● **Your task**:
Where in the data does the word "Right" appear? Find those lines and copy them.

● **Source information**:
===============
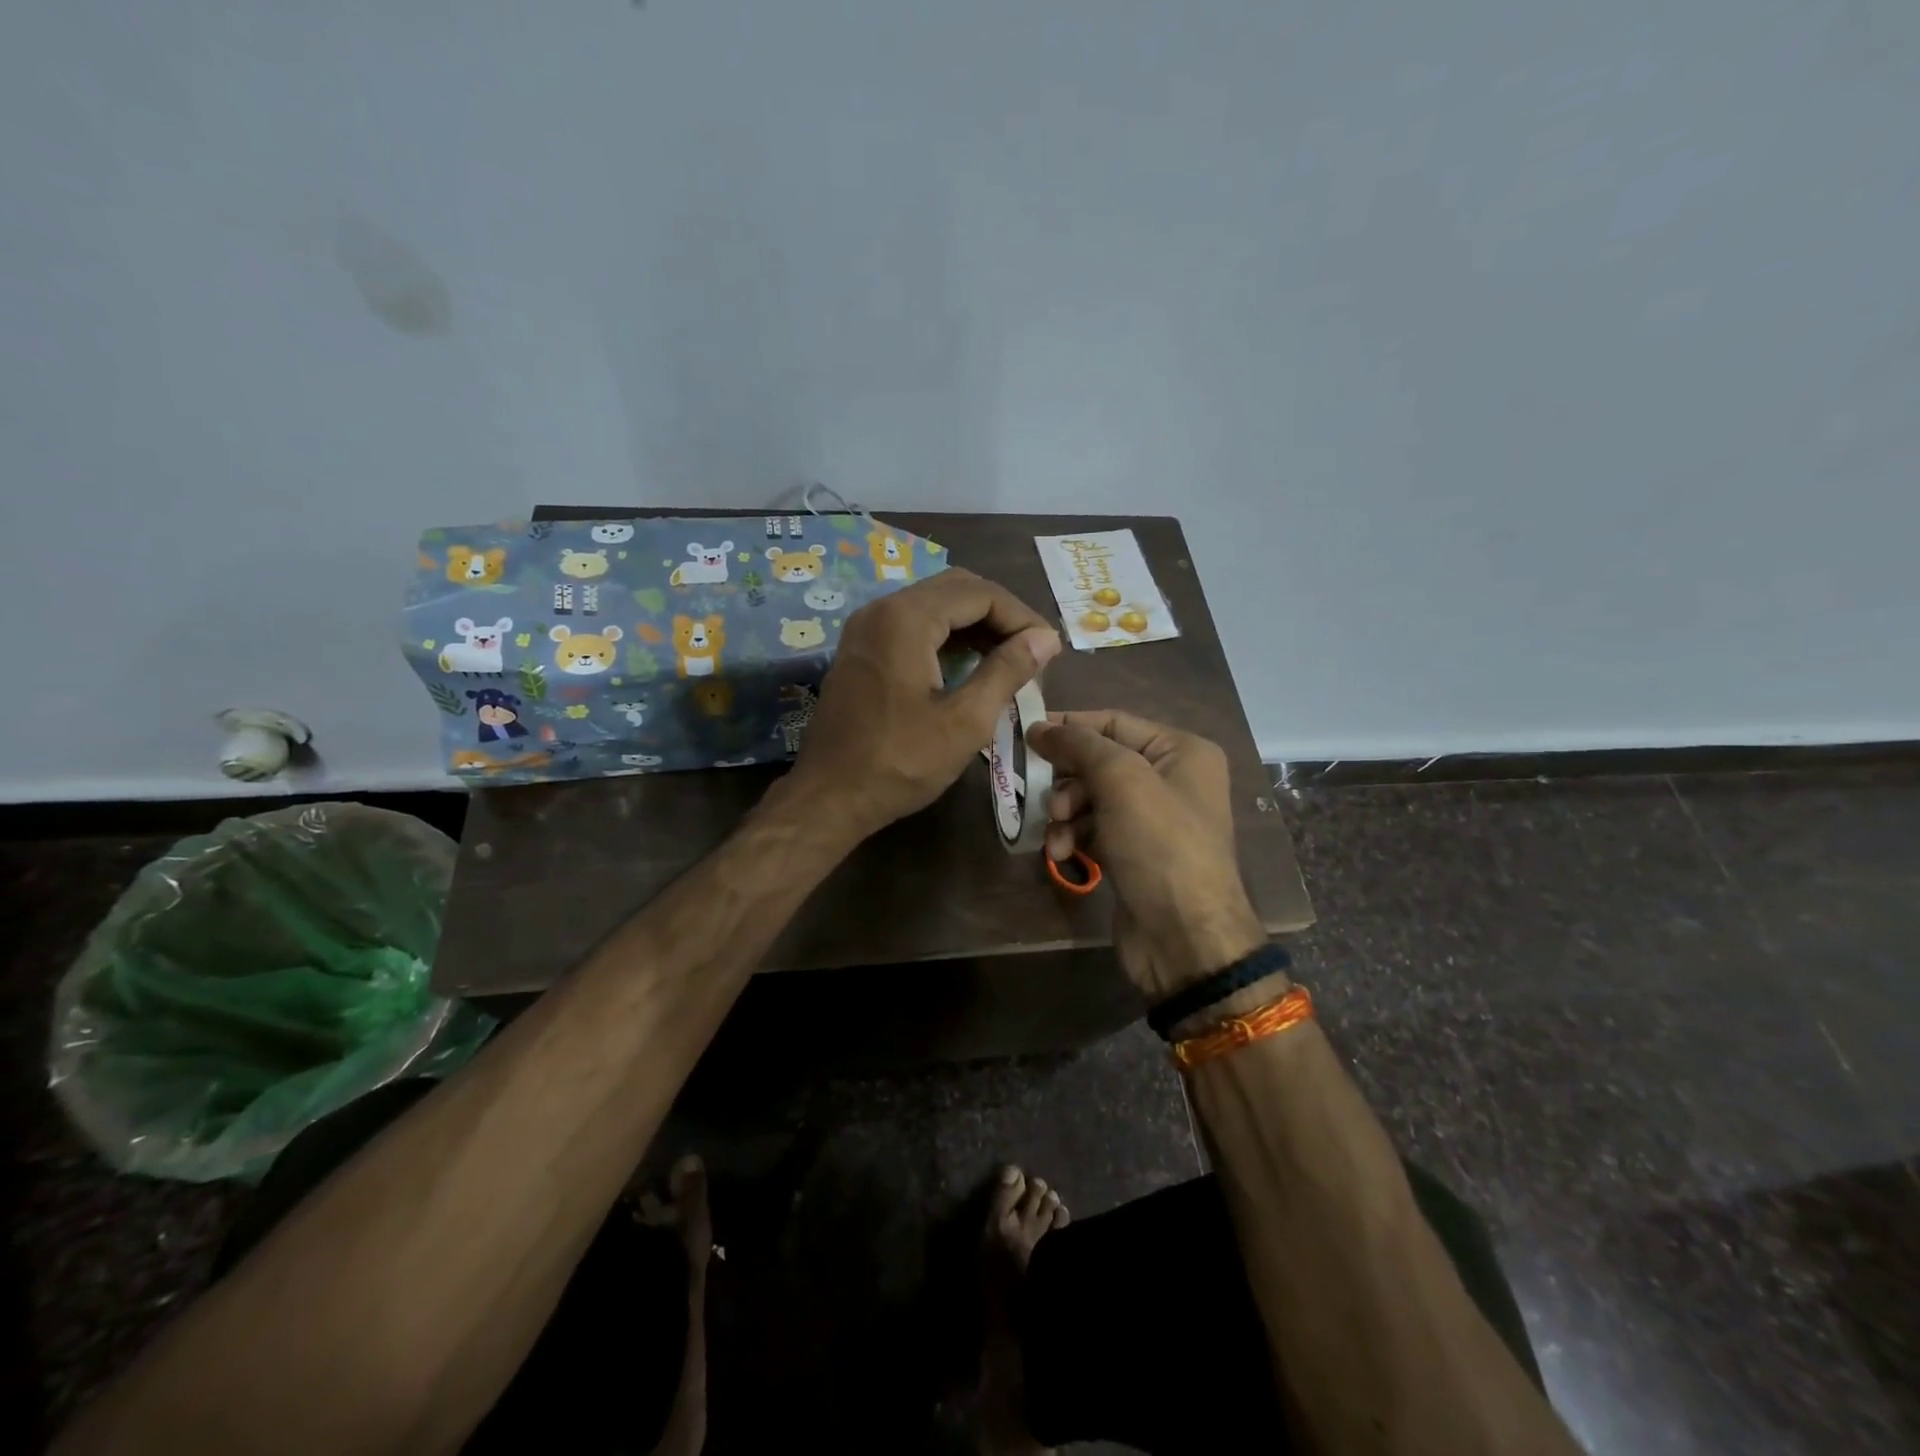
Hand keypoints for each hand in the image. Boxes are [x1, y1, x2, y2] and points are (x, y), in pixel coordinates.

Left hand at [785, 568, 1060, 841]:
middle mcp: (882, 609)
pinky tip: (970, 665)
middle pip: (955, 589)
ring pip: (934, 605)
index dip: (1021, 616)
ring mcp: (867, 628)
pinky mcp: (862, 649)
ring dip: (974, 624)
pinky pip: (913, 624)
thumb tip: (1046, 638)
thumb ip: (1008, 671)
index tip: (1049, 649)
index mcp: (906, 618)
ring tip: (1010, 658)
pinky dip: (947, 636)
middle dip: (999, 614)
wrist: (829, 797)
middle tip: (1032, 650)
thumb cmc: (899, 763)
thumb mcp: (965, 721)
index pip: (979, 593)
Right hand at [1025, 711, 1266, 999]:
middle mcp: (1171, 778)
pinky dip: (1074, 835)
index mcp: (1181, 751)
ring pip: (1091, 797)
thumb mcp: (1122, 781)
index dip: (1069, 726)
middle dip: (1066, 778)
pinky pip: (1093, 828)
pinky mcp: (1134, 851)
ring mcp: (1152, 818)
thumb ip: (1079, 745)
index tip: (1024, 734)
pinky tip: (1061, 852)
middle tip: (1042, 795)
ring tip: (1055, 831)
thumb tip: (1039, 727)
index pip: (1113, 722)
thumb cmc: (1159, 845)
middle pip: (1099, 761)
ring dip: (1065, 812)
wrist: (1184, 937)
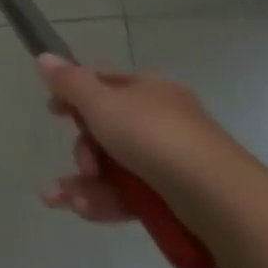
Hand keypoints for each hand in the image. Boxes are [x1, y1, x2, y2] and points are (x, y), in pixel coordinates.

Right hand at [37, 54, 243, 224]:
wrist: (223, 204)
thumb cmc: (156, 138)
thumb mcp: (102, 103)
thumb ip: (69, 83)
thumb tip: (44, 57)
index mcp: (152, 92)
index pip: (106, 85)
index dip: (75, 95)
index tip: (52, 111)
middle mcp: (164, 124)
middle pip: (108, 131)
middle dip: (82, 151)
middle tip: (82, 165)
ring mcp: (174, 165)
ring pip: (117, 169)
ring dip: (86, 183)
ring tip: (62, 200)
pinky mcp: (179, 203)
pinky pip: (133, 197)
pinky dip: (106, 202)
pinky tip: (83, 211)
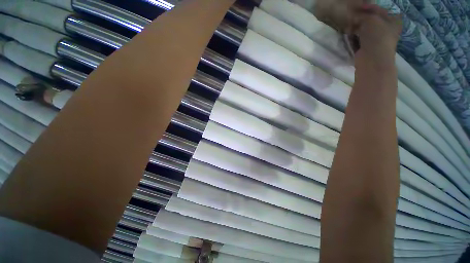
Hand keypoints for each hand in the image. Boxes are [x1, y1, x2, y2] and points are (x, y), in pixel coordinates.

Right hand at [354, 5, 401, 62]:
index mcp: (393, 20)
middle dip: (360, 18)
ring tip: (349, 27)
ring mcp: (377, 40)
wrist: (373, 59)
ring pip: (365, 30)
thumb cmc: (377, 36)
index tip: (358, 8)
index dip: (368, 7)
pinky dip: (354, 37)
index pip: (379, 10)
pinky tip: (349, 35)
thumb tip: (355, 15)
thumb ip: (364, 14)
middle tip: (352, 18)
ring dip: (356, 28)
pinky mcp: (367, 48)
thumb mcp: (371, 19)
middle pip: (372, 20)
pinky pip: (360, 39)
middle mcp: (386, 29)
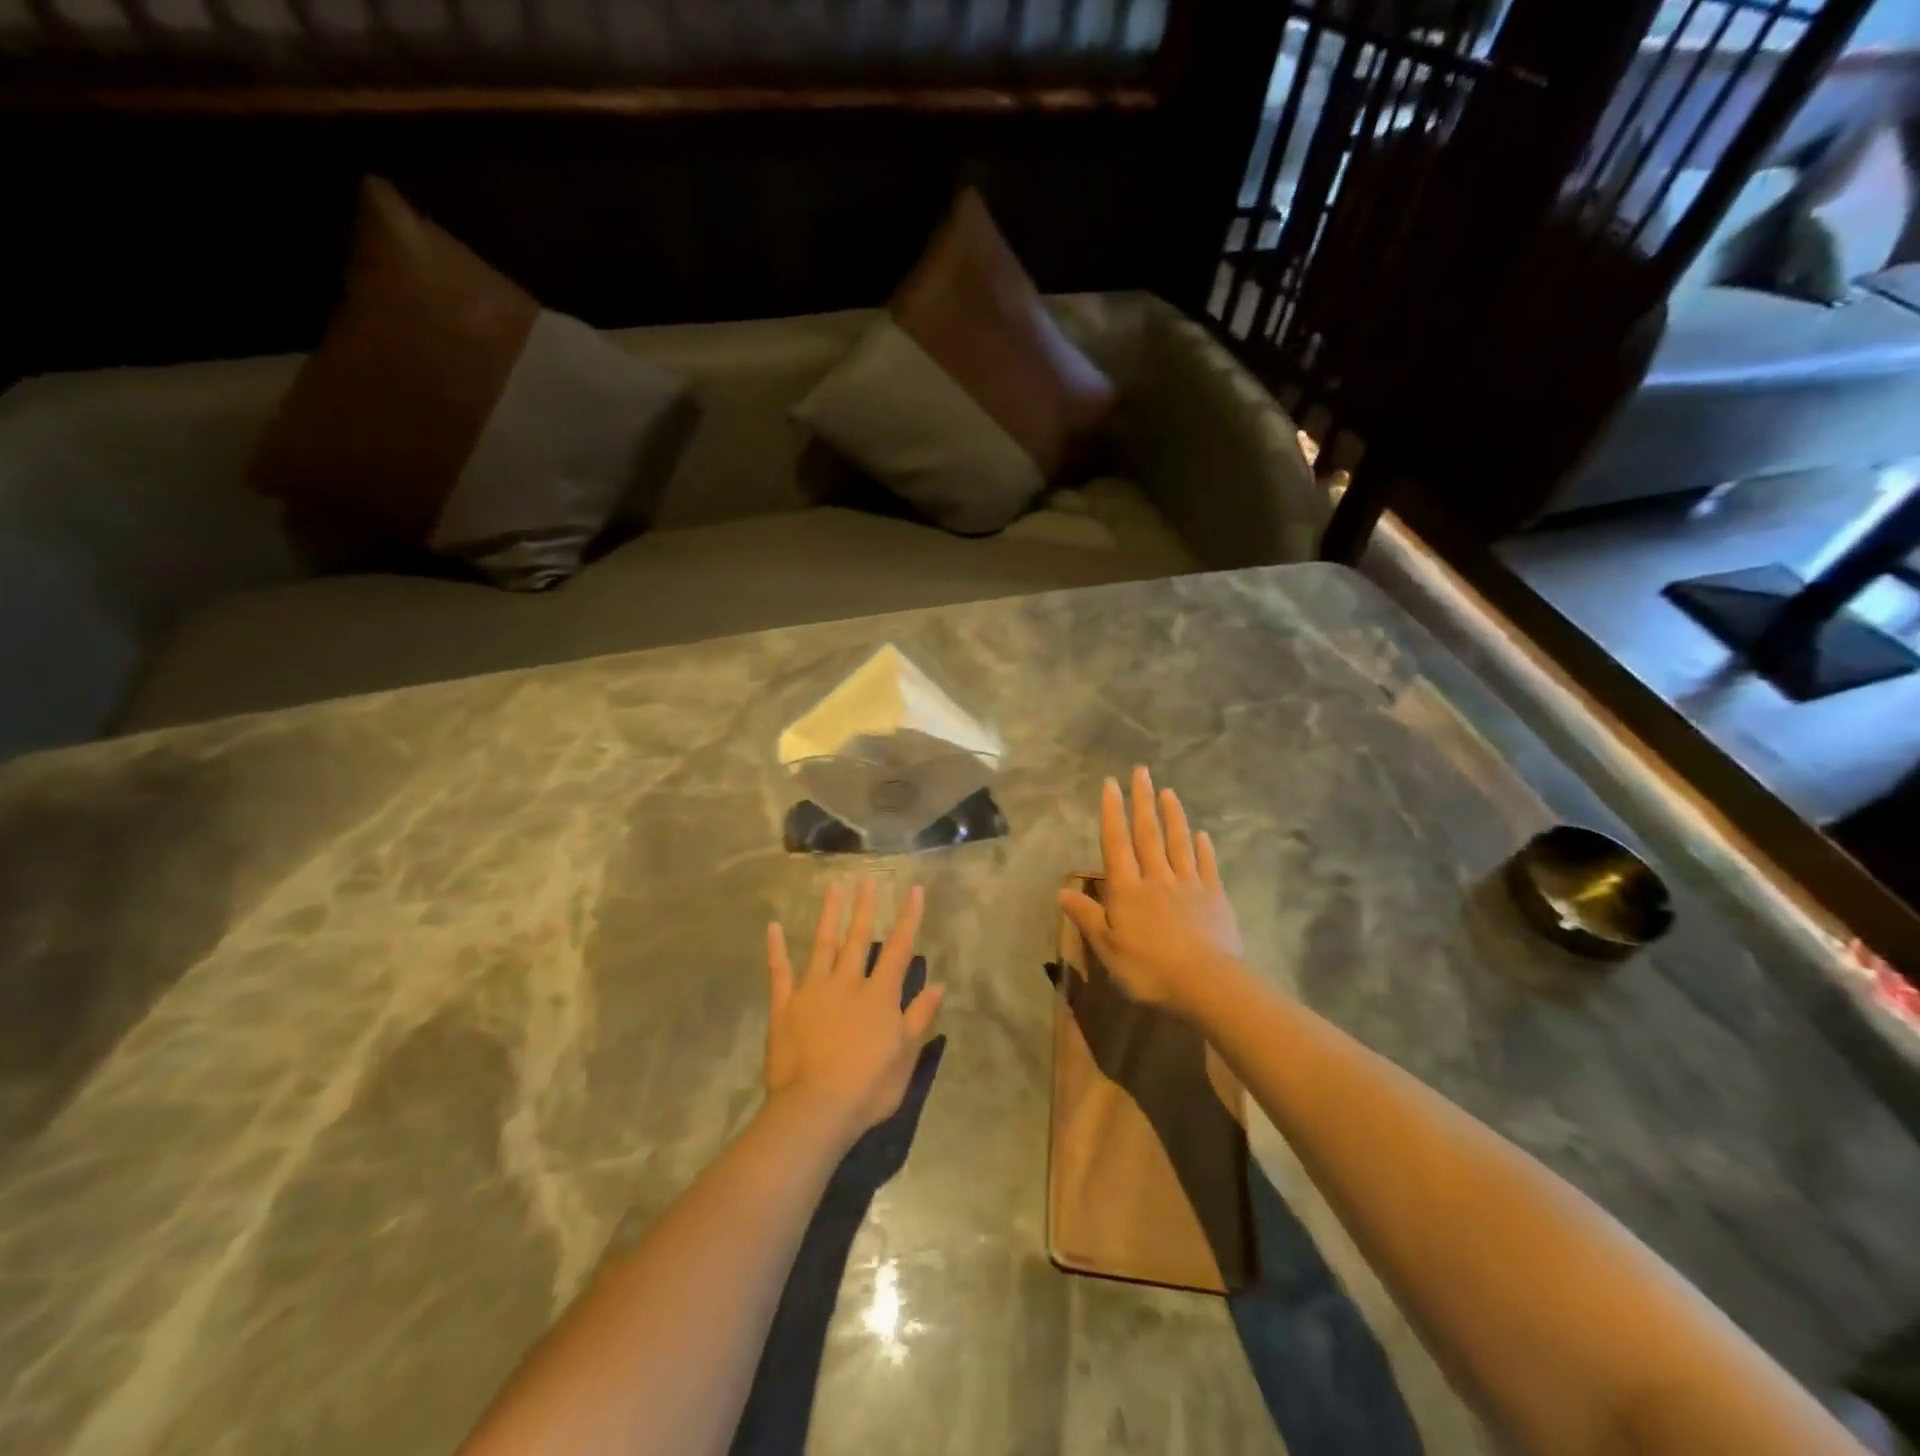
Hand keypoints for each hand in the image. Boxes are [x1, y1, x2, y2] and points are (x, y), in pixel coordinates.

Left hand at [765, 879, 944, 1145]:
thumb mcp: (905, 1057)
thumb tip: (937, 985)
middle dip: (865, 907)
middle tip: (868, 879)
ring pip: (823, 944)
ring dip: (829, 914)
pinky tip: (774, 926)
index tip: (914, 891)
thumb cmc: (868, 1087)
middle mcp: (847, 982)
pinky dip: (776, 949)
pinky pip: (780, 972)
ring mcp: (813, 990)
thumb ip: (919, 1018)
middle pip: (858, 938)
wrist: (815, 1109)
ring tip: (834, 887)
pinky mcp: (785, 1005)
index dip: (908, 918)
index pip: (898, 949)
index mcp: (879, 995)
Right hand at [1059, 766, 1245, 1020]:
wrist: (1207, 984)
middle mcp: (1157, 878)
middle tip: (1140, 771)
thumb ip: (1087, 917)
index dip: (1112, 812)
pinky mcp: (1215, 898)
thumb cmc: (1149, 969)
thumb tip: (1062, 891)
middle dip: (1142, 801)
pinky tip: (1202, 835)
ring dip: (1172, 816)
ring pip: (1178, 843)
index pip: (1116, 843)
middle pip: (1148, 834)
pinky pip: (1207, 867)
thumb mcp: (1107, 948)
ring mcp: (1189, 885)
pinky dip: (1204, 849)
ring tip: (1168, 791)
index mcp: (1128, 889)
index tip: (1111, 784)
===============
● **Result for this task**:
Right hand at [1025, 711, 1266, 999]:
Right hand at [37, 54, 243, 224]:
Right hand at [354, 5, 401, 62]:
Right hand at [1059, 766, 1245, 1020]:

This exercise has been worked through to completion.